RECORDS FOR THE EXERCISE
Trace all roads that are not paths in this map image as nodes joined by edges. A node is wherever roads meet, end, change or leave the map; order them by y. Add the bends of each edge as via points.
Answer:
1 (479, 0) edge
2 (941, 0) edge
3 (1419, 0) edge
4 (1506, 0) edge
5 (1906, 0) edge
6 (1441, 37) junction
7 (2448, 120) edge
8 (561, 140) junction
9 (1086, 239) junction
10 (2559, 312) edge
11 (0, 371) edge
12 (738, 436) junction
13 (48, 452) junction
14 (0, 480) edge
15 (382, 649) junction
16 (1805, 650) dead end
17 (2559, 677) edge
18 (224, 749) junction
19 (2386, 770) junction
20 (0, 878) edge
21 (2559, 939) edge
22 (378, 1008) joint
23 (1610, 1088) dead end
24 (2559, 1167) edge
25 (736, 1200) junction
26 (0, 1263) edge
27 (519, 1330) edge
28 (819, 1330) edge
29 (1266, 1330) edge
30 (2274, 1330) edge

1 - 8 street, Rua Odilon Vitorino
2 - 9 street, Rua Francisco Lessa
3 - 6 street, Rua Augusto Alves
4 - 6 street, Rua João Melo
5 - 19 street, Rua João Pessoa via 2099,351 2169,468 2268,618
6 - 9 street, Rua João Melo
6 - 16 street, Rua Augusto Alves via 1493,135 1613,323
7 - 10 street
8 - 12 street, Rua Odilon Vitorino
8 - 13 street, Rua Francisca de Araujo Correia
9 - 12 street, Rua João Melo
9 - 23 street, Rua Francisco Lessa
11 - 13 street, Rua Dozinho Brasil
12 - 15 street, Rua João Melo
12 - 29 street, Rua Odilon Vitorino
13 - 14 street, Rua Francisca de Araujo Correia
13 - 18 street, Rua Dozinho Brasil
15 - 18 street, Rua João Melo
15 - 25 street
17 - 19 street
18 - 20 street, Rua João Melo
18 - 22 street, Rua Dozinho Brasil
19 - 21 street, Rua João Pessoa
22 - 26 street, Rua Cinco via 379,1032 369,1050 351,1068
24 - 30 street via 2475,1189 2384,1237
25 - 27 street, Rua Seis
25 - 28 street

==

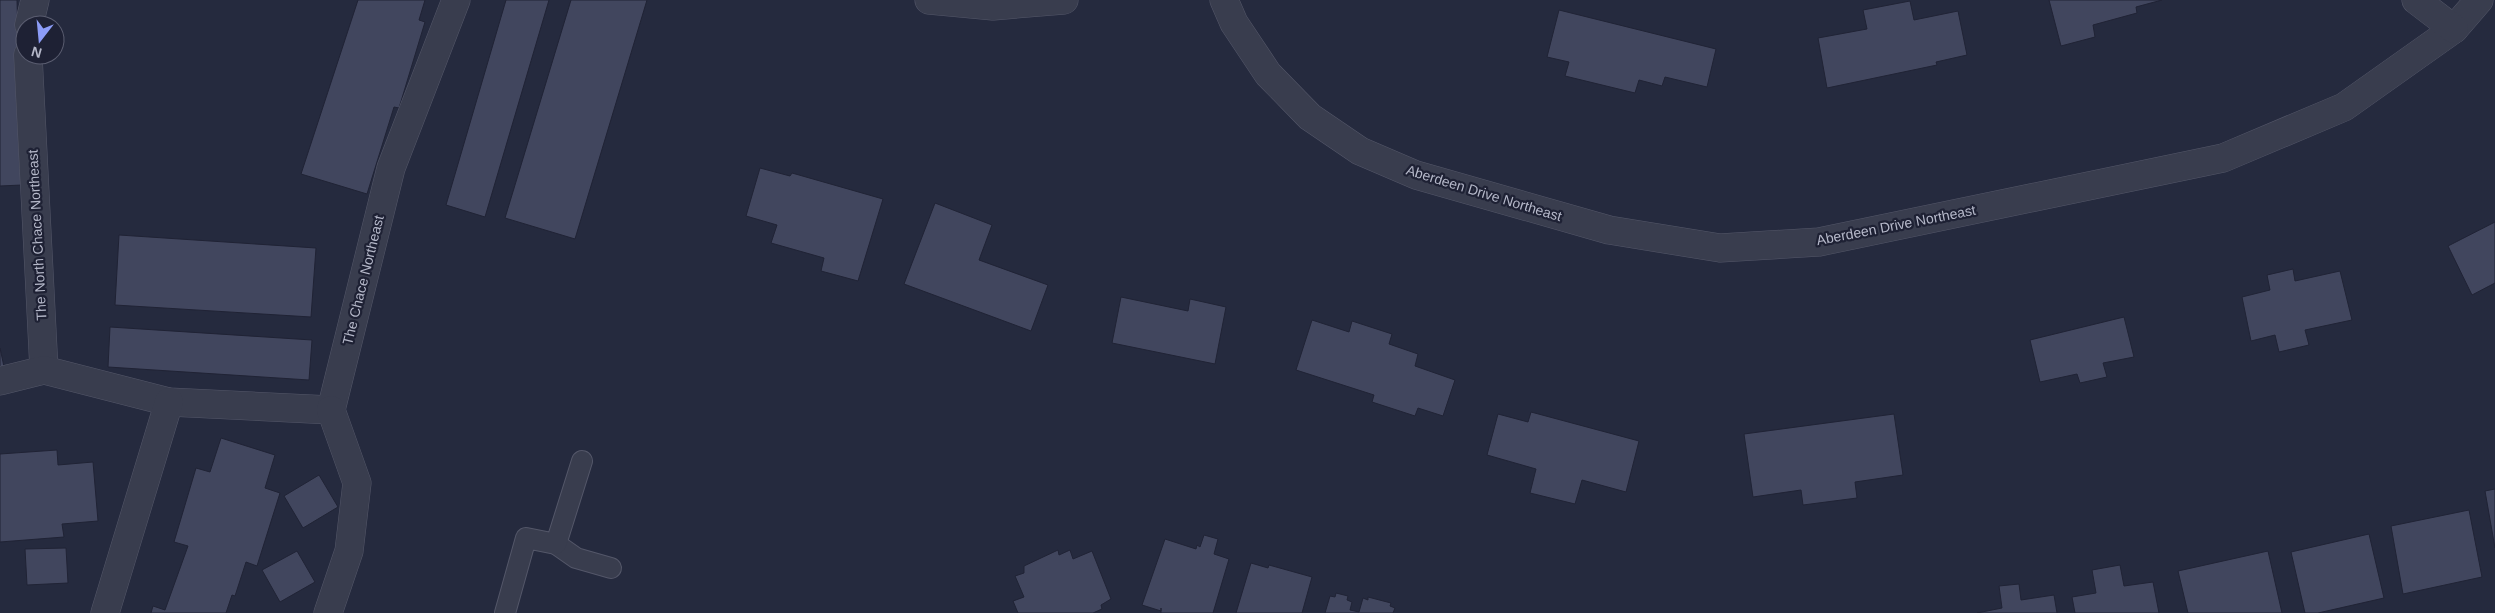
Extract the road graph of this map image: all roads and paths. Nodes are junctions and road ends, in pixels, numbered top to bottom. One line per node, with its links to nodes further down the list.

==

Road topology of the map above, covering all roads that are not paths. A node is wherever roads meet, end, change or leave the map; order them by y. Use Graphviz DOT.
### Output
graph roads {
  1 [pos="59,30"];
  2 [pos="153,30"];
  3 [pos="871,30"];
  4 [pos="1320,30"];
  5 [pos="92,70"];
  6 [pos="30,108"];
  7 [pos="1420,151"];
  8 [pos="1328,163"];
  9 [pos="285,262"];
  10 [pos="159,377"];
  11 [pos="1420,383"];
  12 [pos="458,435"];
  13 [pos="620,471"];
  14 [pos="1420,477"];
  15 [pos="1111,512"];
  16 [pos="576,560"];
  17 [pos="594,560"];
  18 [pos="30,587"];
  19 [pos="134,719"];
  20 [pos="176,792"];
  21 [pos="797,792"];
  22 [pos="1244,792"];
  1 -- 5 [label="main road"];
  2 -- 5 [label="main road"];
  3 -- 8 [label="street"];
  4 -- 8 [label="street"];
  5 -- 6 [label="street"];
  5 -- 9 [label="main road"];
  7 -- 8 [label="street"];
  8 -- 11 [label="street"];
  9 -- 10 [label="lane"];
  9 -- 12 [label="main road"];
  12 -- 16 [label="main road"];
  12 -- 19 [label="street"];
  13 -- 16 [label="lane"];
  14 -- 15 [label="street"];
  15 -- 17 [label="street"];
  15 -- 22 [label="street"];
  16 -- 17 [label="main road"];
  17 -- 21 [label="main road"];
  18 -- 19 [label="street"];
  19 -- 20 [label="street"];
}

WHAT IS EXPECTED
Could you copy every line in the records that holds "meet"?

RESPONSE TO THE TASK
Trace all roads that are not paths in this map image as nodes joined by edges. A node is wherever roads meet, end, change or leave the map; order them by y. Add the bends of each edge as via points.
Road topology of the map above, covering all roads that are not paths. A node is wherever roads meet, end, change or leave the map; order them by y. Use Graphviz DOT.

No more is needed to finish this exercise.